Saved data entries
^^^^^^^^

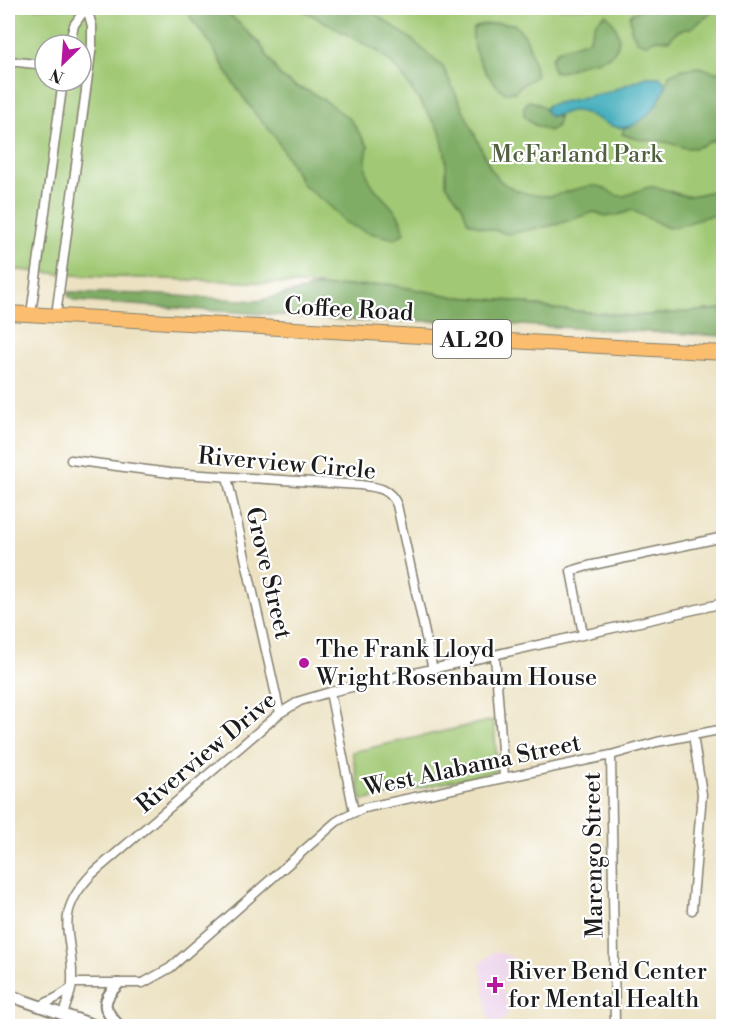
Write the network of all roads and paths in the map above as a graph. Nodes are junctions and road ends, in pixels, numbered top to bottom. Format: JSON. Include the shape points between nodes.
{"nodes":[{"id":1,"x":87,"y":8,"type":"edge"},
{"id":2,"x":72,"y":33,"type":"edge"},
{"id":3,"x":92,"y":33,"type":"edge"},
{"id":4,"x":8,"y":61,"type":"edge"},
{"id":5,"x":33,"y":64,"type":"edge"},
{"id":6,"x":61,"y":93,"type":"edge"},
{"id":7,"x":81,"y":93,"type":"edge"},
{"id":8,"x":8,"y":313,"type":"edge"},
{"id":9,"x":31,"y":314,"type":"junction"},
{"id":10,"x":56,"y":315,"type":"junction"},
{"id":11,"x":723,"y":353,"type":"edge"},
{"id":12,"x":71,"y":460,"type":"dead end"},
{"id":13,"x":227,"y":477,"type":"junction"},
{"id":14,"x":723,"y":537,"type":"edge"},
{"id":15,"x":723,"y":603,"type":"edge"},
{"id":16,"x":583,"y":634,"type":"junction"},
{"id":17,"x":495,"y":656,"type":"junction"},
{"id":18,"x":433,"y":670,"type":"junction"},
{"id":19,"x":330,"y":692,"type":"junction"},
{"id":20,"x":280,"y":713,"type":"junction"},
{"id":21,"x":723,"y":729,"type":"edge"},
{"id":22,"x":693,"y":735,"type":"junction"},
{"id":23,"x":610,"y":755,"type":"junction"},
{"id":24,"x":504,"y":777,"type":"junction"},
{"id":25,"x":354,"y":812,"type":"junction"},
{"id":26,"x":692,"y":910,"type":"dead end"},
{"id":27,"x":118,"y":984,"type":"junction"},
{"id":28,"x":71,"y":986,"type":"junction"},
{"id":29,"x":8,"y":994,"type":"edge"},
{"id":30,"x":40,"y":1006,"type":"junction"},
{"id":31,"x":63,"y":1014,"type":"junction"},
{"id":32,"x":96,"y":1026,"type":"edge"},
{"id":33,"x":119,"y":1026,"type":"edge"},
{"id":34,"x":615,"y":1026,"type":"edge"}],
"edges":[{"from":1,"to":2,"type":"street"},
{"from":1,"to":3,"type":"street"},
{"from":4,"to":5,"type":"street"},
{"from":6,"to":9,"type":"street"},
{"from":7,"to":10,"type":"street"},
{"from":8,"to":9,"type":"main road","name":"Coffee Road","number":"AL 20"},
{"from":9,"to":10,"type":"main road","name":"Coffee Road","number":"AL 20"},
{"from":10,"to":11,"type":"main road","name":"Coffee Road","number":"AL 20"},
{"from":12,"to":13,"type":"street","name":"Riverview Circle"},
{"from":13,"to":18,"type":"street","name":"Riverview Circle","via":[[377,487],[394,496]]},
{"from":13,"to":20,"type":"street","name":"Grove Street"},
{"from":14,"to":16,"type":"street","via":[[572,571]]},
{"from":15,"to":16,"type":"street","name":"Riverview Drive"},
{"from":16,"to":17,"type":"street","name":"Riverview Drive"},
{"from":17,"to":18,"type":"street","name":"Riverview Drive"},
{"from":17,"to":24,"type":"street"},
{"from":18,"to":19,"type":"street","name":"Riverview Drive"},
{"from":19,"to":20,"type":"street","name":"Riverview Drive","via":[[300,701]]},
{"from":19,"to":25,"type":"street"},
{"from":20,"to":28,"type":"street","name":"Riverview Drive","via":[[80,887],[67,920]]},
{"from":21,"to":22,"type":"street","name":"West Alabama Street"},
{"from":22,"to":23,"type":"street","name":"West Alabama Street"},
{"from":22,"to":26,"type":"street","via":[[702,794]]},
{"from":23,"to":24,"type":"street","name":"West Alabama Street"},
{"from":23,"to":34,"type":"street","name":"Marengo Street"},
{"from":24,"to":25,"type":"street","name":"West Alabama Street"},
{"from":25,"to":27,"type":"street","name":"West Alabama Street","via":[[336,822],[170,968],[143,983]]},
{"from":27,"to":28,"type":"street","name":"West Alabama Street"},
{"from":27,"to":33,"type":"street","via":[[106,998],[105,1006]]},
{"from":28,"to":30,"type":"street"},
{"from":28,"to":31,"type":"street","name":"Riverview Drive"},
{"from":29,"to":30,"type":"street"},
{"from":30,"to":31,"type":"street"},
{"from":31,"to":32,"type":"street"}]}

^^^^^^^^

▸ PROMPT
From the first line to the last, output the records exactly without pictures.

▸ TASK OUTPUT
Write the network of all roads and paths in the map above as a graph. Nodes are junctions and road ends, in pixels, numbered top to bottom. Format: JSON. Include the shape points between nodes.
{"nodes":[{"id":1,"x":87,"y":8,"type":"edge"},
{"id":2,"x":72,"y":33,"type":"edge"},
{"id":3,"x":92,"y":33,"type":"edge"},
{"id":4,"x":8,"y":61,"type":"edge"},
{"id":5,"x":33,"y":64,"type":"edge"},
{"id":6,"x":61,"y":93,"type":"edge"},
{"id":7,"x":81,"y":93,"type":"edge"},
{"id":8,"x":8,"y":313,"type":"edge"},
{"id":9,"x":31,"y":314,"type":"junction"},
{"id":10,"x":56,"y":315,"type":"junction"},
{"id":11,"x":723,"y":353,"type":"edge"},
{"id":12,"x":71,"y":460,"type":"dead end"},
{"id":13,"x":227,"y":477,"type":"junction"},
{"id":14,"x":723,"y":537,"type":"edge"},
{"id":15,"x":723,"y":603,"type":"edge"},
{"id":16,"x":583,"y":634,"type":"junction"},
{"id":17,"x":495,"y":656,"type":"junction"},
{"id":18,"x":433,"y":670,"type":"junction"},
{"id":19,"x":330,"y":692,"type":"junction"},
{"id":20,"x":280,"y":713,"type":"junction"},
{"id":21,"x":723,"y":729,"type":"edge"},
{"id":22,"x":693,"y":735,"type":"junction"},
{"id":23,"x":610,"y":755,"type":"junction"},
{"id":24,"x":504,"y":777,"type":"junction"},
{"id":25,"x":354,"y":812,"type":"junction"},
{"id":26,"x":692,"y":910,"type":"dead end"},
{"id":27,"x":118,"y":984,"type":"junction"},
{"id":28,"x":71,"y":986,"type":"junction"},
{"id":29,"x":8,"y":994,"type":"edge"},
{"id":30,"x":40,"y":1006,"type":"junction"},
{"id":31,"x":63,"y":1014,"type":"junction"},
{"id":32,"x":96,"y":1026,"type":"edge"},
{"id":33,"x":119,"y":1026,"type":"edge"},
{"id":34,"x":615,"y":1026,"type":"edge"}],
"edges":[{"from":1,"to":2,"type":"street"},
{"from":1,"to":3,"type":"street"},
{"from":4,"to":5,"type":"street"},
{"from":6,"to":9,"type":"street"},
{"from":7,"to":10,"type":"street"},
{"from":8,"to":9,"type":"main road","name":"Coffee Road","number":"AL 20"},
{"from":9,"to":10,"type":"main road","name":"Coffee Road","number":"AL 20"},
{"from":10,"to":11,"type":"main road","name":"Coffee Road","number":"AL 20"},
{"from":12,"to":13,"type":"street","name":"Riverview Circle"},
{"from":13,"to":18,"type":"street","name":"Riverview Circle","via":[[377,487],[394,496]]},
{"from":13,"to":20,"type":"street","name":"Grove Street"},
{"from":14,"to":16,"type":"street","via":[[572,571]]},
{"from":15,"to":16,"type":"street","name":"Riverview Drive"},
{"from":16,"to":17,"type":"street","name":"Riverview Drive"},
{"from":17,"to":18,"type":"street","name":"Riverview Drive"},
{"from":17,"to":24,"type":"street"},
{"from":18,"to":19,"type":"street","name":"Riverview Drive"},
{"from":19,"to":20,"type":"street","name":"Riverview Drive","via":[[300,701]]},
{"from":19,"to":25,"type":"street"},
{"from":20,"to":28,"type":"street","name":"Riverview Drive","via":[[80,887],[67,920]]},
{"from":21,"to":22,"type":"street","name":"West Alabama Street"},
{"from":22,"to":23,"type":"street","name":"West Alabama Street"},
{"from":22,"to":26,"type":"street","via":[[702,794]]},
{"from":23,"to":24,"type":"street","name":"West Alabama Street"},
{"from":23,"to":34,"type":"street","name":"Marengo Street"},
{"from":24,"to":25,"type":"street","name":"West Alabama Street"},
{"from":25,"to":27,"type":"street","name":"West Alabama Street","via":[[336,822],[170,968],[143,983]]},
{"from":27,"to":28,"type":"street","name":"West Alabama Street"},
{"from":27,"to":33,"type":"street","via":[[106,998],[105,1006]]},
{"from":28,"to":30,"type":"street"},
{"from":28,"to":31,"type":"street","name":"Riverview Drive"},
{"from":29,"to":30,"type":"street"},
{"from":30,"to":31,"type":"street"},
{"from":31,"to":32,"type":"street"}]}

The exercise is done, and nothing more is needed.